Wednesday, April 14, 2021
Cento for a Rainy Day
Prompt: Think of a nice thing someone said to you recently. Write a poem about a rainy day, ending with what that person said. The form is a cento ... actually, a quarter-cento, one line each from 25 poems in Barbara Kingsolver's "How to Fly (In Ten Thousand Easy Lessons"):
Years from now, when some passion brings new order
I will feel the cold's every angle, the want of rain.
This day in my thoughts,
the view from here reaches backward:
begin if you can at the beginning--
think of rain: the gathering sheer fall,
shallow and deep, stormy but stippled,
and this air, too much like breath--
crawls like a green bottlefly through the ear canals,
impossibly long green squashes--
is promising the drunk liquid bliss of dusk,
dancing, madly fragrant. Who knew
the mindless tasks a body learns when it must,
living mostly just the one life now,
knees to elbows, fists to the earth.
Nothing is what it was
where life had nailed us down to nothing;
the remainder looks impossible,
commands me to empty out everything--
what I will spend these hours becoming,
willing this suddenly scrambled next into something
up here, now that I know the secret:
"An amazing thing to be able to express wisdom
and experience in such a fun and clever way."
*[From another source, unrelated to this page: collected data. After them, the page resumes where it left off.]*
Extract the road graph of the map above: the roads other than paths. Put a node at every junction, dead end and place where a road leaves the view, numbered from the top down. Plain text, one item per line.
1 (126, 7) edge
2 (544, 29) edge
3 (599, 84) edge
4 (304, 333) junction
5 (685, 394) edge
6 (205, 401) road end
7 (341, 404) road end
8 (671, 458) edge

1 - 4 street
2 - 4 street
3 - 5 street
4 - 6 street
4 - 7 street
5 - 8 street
I'm going to be quiet now.
Monday, April 12, 2021
Get Past It
Prompt: Turn on the radio to any station, write a poem about the first thing you hear (which was, "You want to get past it"). The form is Fibonacci or "the Fib"--the number of syllables in each line is the sum of syllables in the previous two lines: 1, 1, 2, 3, 5, 8.
You
want
to get
past your pain--
this is life-saving,
and it's also liberating.
Sunday, April 11, 2021
Hex
Prompt: Write a poem that begins with the last thing you can remember someone saying to you yesterday. The form is Nonet--a 9-line poem with 9 syllables in the first line, 8 syllables in the second line, 7 syllables in the third line, continuing to count down to one syllable in the final (ninth) line.
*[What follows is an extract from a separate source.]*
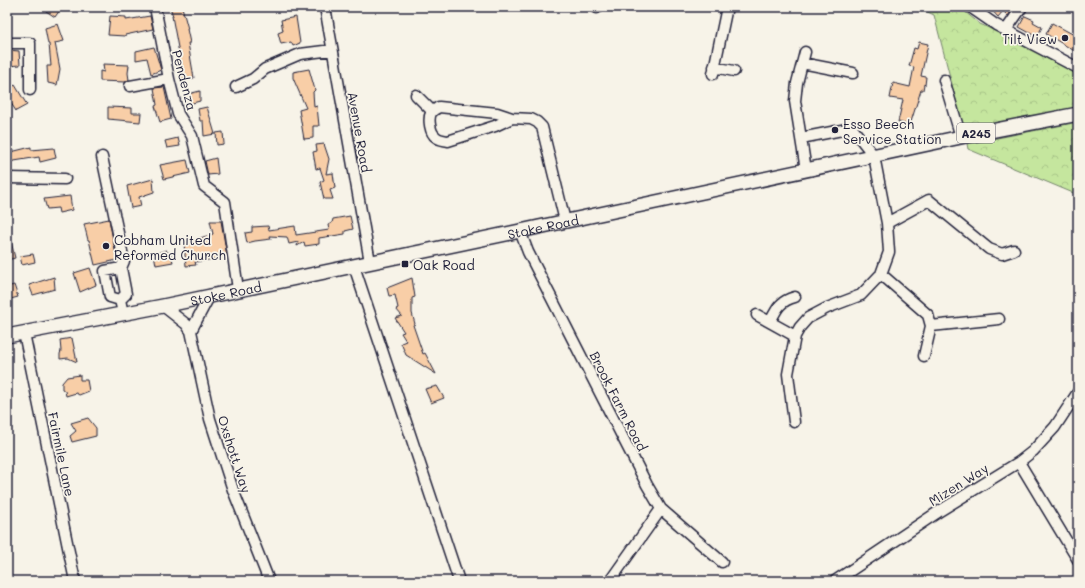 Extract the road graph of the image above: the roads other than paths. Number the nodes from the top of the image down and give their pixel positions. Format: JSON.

I never had to put the pins in;
that did not seem necessary
of this imagined hexing
in our year of anguish.
He knew what he'd done,
tortured himself
till the day
he died,
nailed.
Saturday, April 10, 2021
Blue-Blooded Burmese
Prompt: Write a poem using your favorite letter of the alphabet. The form is a Tautogram (Greek "tauto" means "the same" and "gramma" means "letter"):
Blue-Blooded Burmese
Baby Beau, bighearted bozo,
bonkers, buffoonish brother,
buoyant, bringing bouncing
bodacious blessings by billions,
blossoms best by being badass:
bada bing bada boom, big boy!
Bella, beguiling bystanders,
brainy, becomingly brilliant,
beatific, beckoning beauty,
beloved bedtime buddy,
bedazzling, bebop bambino,
budding ballerina--bellisima!
Friday, April 9, 2021
Upon the Death of Prince Philip, Duke of Edinburgh
Recipe
Prompt: Write a poem in the style of a recipe about a family secret--yours or someone else's. The form is Acrostic (first letter in each line spells out a word or message):
In line with the family recipe, tie your apron for marriage.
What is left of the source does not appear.